We are looking forward to do mainly packaging and getting them published to fedora repo. However, we will also be doing some tooling and associated works. So, python and bash will be required.

Understanding fedora package maintainer guideline is required. Having existing packages in fedora will be a plus. Also, the student should be interested in maintaining some of those packages after SOC.

Contacts: Susmit Shannigrahi <susmit at fedoraproject.org>

Mentor(s): Susmit Shannigrahi, (anyone want to co-mentor?)

Notes:

Improve critical dependency management in Yum

Status: Proposed (please review)

Summary of idea: The idea (roughly) is that Yum could detect when a package update is going to break some important functionality of the system because is a dependency of another package that won't be updated (for example: Yum is not detecting that when a kernel is updated, because the previous kernel is not deleted, and the dependency isn't broken). This happens once in a while with kernel and third party packages that provide support for devices that aren't supported by Fedora directly because of licensing restrictions: ie. Fedora updates the kernel, and RPM Fusion packages related to Broadcom wireless usually need 2-4 days to be updated, resulting in a non working wireless.

Contacts:

Mentor(s):

Notes: I don't feel qualified to be mentor.
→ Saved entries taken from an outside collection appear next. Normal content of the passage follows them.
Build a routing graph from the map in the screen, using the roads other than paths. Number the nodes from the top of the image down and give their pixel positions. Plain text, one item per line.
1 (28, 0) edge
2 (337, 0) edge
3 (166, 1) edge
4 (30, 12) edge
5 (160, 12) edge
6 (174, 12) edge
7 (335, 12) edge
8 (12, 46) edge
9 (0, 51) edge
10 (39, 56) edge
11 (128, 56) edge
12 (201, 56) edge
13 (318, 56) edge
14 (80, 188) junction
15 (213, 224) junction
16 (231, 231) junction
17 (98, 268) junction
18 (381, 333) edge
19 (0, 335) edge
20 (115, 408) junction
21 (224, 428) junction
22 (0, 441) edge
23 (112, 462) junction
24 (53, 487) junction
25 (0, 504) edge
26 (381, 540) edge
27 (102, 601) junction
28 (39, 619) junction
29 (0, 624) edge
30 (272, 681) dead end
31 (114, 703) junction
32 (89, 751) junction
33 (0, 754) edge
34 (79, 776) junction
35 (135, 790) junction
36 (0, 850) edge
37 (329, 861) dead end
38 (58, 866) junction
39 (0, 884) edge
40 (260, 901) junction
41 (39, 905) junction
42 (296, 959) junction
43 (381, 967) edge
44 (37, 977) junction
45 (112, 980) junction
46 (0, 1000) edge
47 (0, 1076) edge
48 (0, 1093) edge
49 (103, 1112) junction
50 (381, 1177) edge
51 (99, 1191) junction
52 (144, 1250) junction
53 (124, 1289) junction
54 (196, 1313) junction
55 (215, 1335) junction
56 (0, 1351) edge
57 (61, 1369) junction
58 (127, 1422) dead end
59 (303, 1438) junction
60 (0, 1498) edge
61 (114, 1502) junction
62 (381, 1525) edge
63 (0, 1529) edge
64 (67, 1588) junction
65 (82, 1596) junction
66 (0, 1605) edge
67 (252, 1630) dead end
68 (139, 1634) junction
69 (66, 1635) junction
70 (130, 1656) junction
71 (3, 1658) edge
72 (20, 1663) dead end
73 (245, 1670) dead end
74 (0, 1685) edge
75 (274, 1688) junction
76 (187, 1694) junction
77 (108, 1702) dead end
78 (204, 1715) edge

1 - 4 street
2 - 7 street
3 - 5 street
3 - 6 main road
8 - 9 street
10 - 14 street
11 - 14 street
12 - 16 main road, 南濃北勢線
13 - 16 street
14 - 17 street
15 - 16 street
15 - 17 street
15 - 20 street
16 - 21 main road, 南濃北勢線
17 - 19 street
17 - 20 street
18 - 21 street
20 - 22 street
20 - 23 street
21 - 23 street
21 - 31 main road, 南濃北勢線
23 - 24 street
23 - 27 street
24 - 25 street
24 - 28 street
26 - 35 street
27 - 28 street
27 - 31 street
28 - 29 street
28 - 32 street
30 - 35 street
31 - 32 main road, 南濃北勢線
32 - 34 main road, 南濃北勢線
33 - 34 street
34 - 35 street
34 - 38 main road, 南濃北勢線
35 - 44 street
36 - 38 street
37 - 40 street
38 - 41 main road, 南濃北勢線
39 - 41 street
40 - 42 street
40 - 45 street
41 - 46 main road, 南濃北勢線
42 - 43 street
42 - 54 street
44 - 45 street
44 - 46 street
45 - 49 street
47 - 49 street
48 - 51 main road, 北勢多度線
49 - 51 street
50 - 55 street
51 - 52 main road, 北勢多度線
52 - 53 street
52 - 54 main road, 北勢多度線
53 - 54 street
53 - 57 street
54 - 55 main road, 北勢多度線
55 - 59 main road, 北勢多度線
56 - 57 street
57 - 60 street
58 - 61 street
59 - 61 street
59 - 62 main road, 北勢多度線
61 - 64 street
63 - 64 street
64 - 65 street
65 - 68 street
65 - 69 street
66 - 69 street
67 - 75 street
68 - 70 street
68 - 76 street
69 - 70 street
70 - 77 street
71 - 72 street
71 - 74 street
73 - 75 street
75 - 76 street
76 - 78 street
Create a spin to aid students in education and to help them understand Linux and Fedora better

Status: Proposed

Summary of Idea: The idea is to create a spin which would be more student friendly. It should have some graph plotting tools, some circuit simulator, maybe an equation solving application, IDE for some basic coding and a few compilers which are taught in colleges and other relevant stuff. It should consist of extensive documentation to help students use these tools and Linux in general. A few interesting games and music player would be a plus.

Additionally, if possible, one can imagine to throw up a screen during install which would help in picking the age group of the student. The applications can be installed accordingly. For example, I would like to have a scrabble game for a small kid then a circuit simulator.

Contacts:

Mentor(s): jreznik and rrix mentored a spin project for Fedora Summer Coding last year. Maybe they could take this.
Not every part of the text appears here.